Реакционное большинство палаты отвергло резолюцию Жореса, как и сходную с ней резолюцию социалистов. Но молодой депутат добился большого личного успеха. На этот раз многие коллеги пожимали ему руки и поздравляли. Когда он возвращался на свое место, его взгляд встречал одобрительные улыбки.
Вскоре в «Ревю сосиалист» Густав Руане (впоследствии он станет близким сотрудником Жореса) писал, обращаясь к нему: «Догадываетесь ли вы о том, что вы быстро приближаетесь к социализму и что если вы сделаете еще один шаг на этом пути, то вы, прыгая со связанными ногами над крайней левой, попадете прямо в социалистическую партию?.. На какой бы скамье вы ни сидели, милости просим, вы наш!» Получив это заверение от социалистов, Жорес теперь все чаще задумывается о прямом сближении с ними.

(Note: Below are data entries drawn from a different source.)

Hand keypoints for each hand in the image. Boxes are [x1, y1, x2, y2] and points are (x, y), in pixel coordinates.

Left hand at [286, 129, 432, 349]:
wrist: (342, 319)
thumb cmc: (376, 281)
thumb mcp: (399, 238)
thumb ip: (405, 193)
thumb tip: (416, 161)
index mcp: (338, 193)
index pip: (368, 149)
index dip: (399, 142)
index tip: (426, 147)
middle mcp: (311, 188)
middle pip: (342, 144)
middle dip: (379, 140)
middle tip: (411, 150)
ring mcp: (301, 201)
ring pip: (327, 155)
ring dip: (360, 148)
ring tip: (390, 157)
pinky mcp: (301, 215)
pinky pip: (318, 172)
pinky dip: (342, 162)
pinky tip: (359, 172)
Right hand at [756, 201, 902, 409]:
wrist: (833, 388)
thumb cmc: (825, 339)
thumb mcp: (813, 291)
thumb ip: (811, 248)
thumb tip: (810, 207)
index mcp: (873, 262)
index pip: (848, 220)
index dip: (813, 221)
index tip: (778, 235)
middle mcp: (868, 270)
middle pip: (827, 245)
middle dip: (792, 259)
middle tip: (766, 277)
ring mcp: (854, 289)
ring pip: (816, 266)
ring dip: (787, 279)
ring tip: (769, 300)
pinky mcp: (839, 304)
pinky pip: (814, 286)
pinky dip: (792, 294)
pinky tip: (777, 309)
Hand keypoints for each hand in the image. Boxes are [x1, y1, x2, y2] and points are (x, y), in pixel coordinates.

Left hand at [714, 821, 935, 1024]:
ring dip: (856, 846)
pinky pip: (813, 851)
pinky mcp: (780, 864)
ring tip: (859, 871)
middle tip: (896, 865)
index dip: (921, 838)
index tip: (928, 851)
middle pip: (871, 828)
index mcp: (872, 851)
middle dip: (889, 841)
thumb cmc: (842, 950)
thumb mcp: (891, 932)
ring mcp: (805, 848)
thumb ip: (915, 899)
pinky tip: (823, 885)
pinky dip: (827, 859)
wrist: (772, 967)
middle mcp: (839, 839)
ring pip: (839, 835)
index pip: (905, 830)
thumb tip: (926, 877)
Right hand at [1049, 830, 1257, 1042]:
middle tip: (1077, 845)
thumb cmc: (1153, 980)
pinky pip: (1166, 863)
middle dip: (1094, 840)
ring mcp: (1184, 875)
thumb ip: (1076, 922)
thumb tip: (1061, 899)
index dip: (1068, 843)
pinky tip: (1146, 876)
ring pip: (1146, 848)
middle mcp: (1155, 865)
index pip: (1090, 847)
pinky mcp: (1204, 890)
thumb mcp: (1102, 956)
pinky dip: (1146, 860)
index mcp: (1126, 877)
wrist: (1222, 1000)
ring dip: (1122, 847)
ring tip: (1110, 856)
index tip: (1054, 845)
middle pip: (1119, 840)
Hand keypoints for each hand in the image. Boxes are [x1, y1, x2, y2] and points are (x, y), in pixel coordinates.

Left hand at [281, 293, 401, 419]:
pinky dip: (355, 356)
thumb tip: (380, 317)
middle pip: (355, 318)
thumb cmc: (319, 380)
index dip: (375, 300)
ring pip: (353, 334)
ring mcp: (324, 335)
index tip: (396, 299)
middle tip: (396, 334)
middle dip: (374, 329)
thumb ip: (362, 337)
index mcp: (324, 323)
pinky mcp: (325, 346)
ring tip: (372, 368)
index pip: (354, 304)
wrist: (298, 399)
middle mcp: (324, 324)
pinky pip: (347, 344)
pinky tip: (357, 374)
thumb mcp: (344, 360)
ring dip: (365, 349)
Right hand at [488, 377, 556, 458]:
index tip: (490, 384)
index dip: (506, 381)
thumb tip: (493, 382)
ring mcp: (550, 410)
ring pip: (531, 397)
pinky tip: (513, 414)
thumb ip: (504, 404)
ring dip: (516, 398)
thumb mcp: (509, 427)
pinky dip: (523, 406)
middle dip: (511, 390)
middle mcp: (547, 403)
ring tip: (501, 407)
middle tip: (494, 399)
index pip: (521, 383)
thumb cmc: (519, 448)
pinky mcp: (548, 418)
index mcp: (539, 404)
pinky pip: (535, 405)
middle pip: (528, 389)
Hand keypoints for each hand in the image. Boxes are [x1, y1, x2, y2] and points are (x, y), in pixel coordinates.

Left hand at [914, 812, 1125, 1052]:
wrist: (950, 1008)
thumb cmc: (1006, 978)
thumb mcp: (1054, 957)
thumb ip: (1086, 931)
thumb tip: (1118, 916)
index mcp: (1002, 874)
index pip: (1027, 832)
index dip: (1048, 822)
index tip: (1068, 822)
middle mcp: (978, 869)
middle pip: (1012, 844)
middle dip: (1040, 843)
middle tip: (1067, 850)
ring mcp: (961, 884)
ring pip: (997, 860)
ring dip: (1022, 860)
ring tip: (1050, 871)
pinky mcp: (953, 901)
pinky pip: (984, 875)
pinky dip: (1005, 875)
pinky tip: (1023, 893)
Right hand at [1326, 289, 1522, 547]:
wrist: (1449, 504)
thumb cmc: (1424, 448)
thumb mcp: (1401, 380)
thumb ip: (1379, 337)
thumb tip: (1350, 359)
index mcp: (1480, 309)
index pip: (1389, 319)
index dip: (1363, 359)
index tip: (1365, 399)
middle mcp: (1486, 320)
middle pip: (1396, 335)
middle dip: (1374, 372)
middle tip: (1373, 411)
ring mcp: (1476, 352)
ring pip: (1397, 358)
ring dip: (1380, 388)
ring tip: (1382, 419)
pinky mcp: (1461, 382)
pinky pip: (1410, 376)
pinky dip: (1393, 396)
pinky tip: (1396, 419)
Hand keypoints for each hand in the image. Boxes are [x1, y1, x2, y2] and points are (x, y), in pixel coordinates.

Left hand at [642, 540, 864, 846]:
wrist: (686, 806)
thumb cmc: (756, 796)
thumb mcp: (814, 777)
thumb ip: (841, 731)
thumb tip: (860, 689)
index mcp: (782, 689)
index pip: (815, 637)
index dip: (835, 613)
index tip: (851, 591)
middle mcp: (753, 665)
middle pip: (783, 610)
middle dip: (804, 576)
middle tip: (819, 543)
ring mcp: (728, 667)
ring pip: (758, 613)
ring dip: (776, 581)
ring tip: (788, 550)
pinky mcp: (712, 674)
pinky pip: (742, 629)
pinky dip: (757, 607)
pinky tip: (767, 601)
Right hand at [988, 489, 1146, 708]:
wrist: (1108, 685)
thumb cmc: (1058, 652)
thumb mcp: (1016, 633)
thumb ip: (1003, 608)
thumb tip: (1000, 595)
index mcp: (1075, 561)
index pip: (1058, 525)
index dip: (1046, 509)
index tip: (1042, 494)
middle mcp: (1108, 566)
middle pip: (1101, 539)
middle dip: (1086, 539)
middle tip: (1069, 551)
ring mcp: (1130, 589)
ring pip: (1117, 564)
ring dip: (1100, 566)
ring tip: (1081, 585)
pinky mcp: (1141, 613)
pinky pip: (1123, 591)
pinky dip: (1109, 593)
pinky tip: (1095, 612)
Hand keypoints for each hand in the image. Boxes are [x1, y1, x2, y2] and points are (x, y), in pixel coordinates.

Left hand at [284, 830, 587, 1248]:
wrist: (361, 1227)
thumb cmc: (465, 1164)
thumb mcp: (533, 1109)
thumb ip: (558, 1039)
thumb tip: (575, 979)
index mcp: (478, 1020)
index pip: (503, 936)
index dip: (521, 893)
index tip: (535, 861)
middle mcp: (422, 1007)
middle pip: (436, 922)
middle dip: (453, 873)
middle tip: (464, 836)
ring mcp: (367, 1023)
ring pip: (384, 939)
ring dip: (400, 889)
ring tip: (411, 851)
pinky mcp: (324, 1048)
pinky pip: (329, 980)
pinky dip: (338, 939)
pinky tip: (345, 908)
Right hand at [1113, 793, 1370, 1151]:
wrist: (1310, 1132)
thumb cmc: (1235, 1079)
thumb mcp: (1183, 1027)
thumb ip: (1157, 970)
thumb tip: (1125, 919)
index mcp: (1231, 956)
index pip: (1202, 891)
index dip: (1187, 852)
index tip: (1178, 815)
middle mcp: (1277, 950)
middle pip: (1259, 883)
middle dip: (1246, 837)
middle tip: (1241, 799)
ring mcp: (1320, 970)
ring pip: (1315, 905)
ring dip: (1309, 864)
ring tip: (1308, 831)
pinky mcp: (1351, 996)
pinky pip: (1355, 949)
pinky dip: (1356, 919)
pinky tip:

В одни прекрасный день он решил посетить редакцию журнала «Ревю сосиалист» и познакомиться с его директором Бенуа Малоном. Незадолго до этого Малон основал Общество социальной экономики. Бывший крестьянин, в детстве он пас коров, потом с помощью брата выучился грамоте, стал рабочим в Париже, участвовал в Коммуне, Этот, по словам Кропоткина, спокойный и чрезвычайно добродушный революционер вскоре после создания Французской социалистической партии вместе с Бруссом выступил против Жюля Гэда и марксистской политики партии. Он был одним из инициаторов раскола и стал теперь проповедником собственного «интегрального» социализма, основанного больше на моральных принципах, чем на серьезном научном анализе развития общества. Он считал нежелательной революцию и отдавал предпочтение реформам и внедрению социализма в рамках старого общества путем развития муниципальной собственности. Жорес долгое время был под сильным влиянием Бенуа Малона и в его сомнениях находил источник своих социалистических убеждений.
Впрочем, послушаем рассказ самого Жореса: «Я принял решение (так мне казалось по меньшей мере: порвать с моим умственным одиночеством, и однажды вечером я отправился на улицу де Мартир с религиозным волнением неофита, вступающего в храм. Под небом, где смешивались бледная лазурь и белые облака, откуда струился слабейший свет, я шел к некой высшей цели. Я чувствовал, как во мне растет высокая надежда, способная преодолеть волну отверженности и беспокойства, которая каталась вдоль улицы, погружавшейся в сумерки, надежда достаточно сильная, чтобы бороться против усталости от жизни и против ударов судьбы.
В самом конце улицы я вошел по маленькой, узкой и темной лестнице в редакцию и с неловкой робостью перед первой встречей с совсем новыми для меня людьми спросил:
— Где господин Бенуа Малон?
Его там не было, во всяком случае, мне так сказали. И я вышел, не ответив ни слова… На половине лестницы я вдруг услышал за своей спиной громкие раскаты хохота…»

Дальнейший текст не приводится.